# black nose turning pink?



## awilkens (Jan 7, 2009)

Butter has a black nose and he is 13 months. I noticed some goldens have pink noses. Does a black nose eventually turn pink? Looks like Butter's nose is getting paler. It doesn't make any difference--was just curious. ahhhhh, Butt Butt.


----------



## C's Mom (Dec 7, 2009)

Thats a great question. I've wondered about this too. Either way your Butter is one beautiful dog.


----------



## sharlin (Feb 26, 2007)

Loss of pigment will oft times happen in the winter and colder months. AKA "snow nose" RustyDog changes nose color every winter & spring!!


----------



## Dreammom (Jan 14, 2009)

Yup, Steve beat me to it... "snow nose" certain breeds are prone to it. I have three of them LOL.


----------



## Oaklys Dad (Dec 28, 2005)

Yuppers, it is a snow nose. I always joke that I'm gonna touch up my boys noses with a Black Sharpie Permanent marker.


----------



## C's Mom (Dec 7, 2009)

sharlin said:


> Loss of pigment will oft times happen in the winter and colder months. AKA "snow nose" RustyDog changes nose color every winter & spring!!


 
This is why I like this forum. You learn something new all the time.


----------



## Faith's mommy (Feb 26, 2007)

and, just to add - don't buy into the nonsense that it has anything to do with what type of bowl you use. both Faith and Tucker get snow noses and Faith's got stainless steel bowls and Tucker has plastic & ceramic ones.


----------



## Pointgold (Jun 6, 2007)

"Snow nose", "winter nose" - any number of names for it is due to lack of natural vitamin D as found in sunlight. The nose will darken as the winter ends. Some dogs' noses will never be _as _black, some fade as a natural part of aging.


----------



## Taz Monkey (Feb 25, 2007)

Taz's coal black nose turned pink about 2 years ago and never turned back


----------



## jwemt81 (Aug 20, 2008)

It's totally normal. Goldens as well as some other breeds are prone to loss of nose pigment during the winter months. Some also gradually lose their pigment with age. Tucker is 17 months old and still has a coal black nose and I'm hoping it will stay that way. Of course, I won't love him any less if it doesn't. I just prefer a black nose.


----------



## timberwolf (Apr 1, 2009)

My golden boy Ryder had a permanent "snow nose" 
Oh I loved that little pink nose!


----------



## jimla (Oct 9, 2008)

*Snow nose*

When Roxy's nose turned pink, I was concerned. I did a search on the forum and learned about "snow nose". Here is Roxy's nose black on Aug. 20 and pink on Dec. 30.


----------



## Susan6953 (Jun 9, 2008)

Jamie's nose seems to be turning a bit pink.

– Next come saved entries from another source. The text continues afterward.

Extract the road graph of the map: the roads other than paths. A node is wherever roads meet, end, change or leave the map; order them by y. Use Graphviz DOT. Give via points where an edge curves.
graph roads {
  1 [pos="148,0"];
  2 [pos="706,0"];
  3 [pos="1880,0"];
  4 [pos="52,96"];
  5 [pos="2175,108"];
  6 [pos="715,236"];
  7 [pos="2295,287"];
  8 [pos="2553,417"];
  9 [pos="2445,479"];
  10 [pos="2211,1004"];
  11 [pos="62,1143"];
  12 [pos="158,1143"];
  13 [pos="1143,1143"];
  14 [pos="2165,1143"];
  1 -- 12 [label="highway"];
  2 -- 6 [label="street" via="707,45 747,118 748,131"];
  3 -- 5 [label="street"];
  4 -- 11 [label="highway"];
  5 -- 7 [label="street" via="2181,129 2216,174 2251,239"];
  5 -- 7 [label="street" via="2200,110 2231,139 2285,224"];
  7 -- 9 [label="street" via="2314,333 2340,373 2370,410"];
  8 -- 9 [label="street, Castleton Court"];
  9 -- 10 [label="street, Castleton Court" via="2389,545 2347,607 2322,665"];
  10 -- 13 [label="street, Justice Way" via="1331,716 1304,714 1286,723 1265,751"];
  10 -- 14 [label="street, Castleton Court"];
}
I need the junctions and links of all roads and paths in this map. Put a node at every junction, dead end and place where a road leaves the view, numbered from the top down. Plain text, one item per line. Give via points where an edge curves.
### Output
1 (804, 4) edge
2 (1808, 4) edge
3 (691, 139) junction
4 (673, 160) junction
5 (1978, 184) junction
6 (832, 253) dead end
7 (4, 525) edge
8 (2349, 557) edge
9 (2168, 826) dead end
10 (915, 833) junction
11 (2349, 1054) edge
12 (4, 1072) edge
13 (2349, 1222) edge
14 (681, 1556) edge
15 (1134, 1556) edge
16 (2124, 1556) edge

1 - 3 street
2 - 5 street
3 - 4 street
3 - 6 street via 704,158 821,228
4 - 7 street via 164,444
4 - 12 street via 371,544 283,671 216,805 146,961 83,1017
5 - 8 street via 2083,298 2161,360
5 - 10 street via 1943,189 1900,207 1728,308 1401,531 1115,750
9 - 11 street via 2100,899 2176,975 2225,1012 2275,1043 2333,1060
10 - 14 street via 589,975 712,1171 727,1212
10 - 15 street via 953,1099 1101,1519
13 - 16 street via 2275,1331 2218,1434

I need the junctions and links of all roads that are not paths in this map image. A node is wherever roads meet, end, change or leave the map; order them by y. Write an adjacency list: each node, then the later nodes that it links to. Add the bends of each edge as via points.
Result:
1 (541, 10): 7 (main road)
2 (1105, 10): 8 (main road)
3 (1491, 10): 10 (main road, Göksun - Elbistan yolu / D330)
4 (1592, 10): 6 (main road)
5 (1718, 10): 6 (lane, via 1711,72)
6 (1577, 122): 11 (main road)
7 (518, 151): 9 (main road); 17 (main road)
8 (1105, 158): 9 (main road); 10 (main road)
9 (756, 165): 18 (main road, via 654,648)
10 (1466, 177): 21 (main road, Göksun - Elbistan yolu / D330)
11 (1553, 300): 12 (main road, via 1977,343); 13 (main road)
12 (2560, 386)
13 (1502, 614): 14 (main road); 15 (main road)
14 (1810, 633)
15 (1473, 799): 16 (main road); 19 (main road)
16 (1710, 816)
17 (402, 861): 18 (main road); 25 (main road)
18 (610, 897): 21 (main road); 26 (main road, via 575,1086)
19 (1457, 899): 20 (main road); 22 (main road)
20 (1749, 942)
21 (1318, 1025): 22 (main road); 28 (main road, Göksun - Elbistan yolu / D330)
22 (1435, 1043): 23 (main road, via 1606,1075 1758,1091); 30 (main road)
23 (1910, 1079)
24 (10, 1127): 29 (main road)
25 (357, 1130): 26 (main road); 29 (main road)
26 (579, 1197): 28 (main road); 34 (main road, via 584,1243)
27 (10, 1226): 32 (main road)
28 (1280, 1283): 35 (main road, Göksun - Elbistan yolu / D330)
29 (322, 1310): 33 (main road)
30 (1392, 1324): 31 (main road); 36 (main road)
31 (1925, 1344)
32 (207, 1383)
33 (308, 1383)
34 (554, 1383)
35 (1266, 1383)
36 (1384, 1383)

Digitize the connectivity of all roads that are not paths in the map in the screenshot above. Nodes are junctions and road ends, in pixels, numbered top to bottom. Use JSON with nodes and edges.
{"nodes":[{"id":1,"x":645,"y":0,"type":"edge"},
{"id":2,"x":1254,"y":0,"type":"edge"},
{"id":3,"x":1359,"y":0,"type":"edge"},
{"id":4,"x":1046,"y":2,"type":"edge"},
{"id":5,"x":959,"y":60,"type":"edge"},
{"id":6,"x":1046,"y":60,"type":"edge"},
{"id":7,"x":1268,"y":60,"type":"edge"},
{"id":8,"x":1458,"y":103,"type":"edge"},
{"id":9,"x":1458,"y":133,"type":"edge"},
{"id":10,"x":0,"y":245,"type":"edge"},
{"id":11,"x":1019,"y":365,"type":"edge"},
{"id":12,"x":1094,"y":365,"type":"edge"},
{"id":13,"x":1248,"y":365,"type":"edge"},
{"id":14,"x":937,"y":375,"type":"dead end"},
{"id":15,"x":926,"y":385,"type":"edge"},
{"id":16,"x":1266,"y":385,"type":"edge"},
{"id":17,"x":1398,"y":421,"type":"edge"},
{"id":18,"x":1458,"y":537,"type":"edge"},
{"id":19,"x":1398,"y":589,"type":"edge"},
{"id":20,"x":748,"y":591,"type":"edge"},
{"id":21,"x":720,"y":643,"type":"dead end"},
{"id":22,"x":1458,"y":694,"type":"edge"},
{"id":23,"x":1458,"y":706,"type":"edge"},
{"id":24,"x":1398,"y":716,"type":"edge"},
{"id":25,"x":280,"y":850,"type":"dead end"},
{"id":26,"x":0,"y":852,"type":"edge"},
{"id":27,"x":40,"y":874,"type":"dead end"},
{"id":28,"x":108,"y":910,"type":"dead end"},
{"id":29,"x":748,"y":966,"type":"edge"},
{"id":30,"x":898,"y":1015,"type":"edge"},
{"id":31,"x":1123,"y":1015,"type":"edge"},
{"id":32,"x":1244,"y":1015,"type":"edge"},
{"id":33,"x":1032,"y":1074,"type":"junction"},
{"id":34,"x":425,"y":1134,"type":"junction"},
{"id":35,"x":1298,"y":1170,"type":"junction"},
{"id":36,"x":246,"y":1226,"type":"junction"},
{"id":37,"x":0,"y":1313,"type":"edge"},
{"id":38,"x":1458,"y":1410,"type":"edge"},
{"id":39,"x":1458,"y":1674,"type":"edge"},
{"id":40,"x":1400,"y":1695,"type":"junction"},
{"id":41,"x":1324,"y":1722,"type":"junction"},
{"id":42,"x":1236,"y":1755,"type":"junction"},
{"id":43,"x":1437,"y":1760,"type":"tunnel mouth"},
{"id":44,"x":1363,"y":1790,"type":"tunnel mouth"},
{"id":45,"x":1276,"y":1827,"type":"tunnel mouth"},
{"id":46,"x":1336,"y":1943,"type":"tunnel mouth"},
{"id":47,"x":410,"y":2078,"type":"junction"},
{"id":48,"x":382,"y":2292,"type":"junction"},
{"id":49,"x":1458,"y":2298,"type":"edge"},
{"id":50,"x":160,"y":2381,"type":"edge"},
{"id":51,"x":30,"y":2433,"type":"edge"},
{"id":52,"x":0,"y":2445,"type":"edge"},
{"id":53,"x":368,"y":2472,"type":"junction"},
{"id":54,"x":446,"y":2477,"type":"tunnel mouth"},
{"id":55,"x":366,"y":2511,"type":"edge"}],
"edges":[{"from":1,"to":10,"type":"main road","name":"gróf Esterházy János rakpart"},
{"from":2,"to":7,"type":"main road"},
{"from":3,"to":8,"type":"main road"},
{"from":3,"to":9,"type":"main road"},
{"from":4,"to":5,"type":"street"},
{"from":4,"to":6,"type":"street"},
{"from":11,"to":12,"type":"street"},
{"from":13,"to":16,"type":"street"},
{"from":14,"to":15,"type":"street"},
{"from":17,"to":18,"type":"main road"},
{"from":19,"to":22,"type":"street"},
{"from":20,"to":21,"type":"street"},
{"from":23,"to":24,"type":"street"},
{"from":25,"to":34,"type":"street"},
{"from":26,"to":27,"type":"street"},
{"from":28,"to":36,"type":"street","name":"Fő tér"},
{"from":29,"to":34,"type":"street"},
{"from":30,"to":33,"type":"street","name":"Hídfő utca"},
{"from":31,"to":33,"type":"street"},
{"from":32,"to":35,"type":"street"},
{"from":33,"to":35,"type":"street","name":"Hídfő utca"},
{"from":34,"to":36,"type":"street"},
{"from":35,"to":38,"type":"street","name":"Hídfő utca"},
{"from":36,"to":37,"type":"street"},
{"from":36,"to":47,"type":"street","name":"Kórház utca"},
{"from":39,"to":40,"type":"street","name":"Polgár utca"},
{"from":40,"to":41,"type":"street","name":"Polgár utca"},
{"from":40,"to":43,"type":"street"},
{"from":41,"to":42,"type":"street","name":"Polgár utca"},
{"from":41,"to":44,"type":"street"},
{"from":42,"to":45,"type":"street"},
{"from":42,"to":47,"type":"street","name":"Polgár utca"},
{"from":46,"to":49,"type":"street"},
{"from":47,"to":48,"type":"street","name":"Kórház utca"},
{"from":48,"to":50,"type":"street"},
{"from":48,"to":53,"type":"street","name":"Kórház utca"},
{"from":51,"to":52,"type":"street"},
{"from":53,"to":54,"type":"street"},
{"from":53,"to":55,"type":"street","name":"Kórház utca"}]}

For those whose dog's nose became permanently pink did it then sunburn in summer?


----------



## spruce (Mar 13, 2008)

Bridger (at 2+) has lost his black nose -- we're not that cold here. Obi had a black nose for all 13 years. Maybe we oughta get another dog with a black nose, huh?


----------



## hollyk (Feb 21, 2009)

Pointgold said:


> "Snow nose", "winter nose" - any number of names for it is due to lack of natural vitamin D as found in sunlight. The nose will darken as the winter ends. Some dogs' noses will never be _as _black, some fade as a natural part of aging.


Wow, Vitamin D, who would have thought. The things you learn here.


----------



## spruce (Mar 13, 2008)

hollyk said:


> Wow, Vitamin D, who would have thought. The things you learn here.


vitamin D! this is so funny - since DH's doctor has recommended a Vitamin D regime for him he thinks D is supposed to be the absolute cure-all. He'll love this! 

anybody give their pup a D supplement?


----------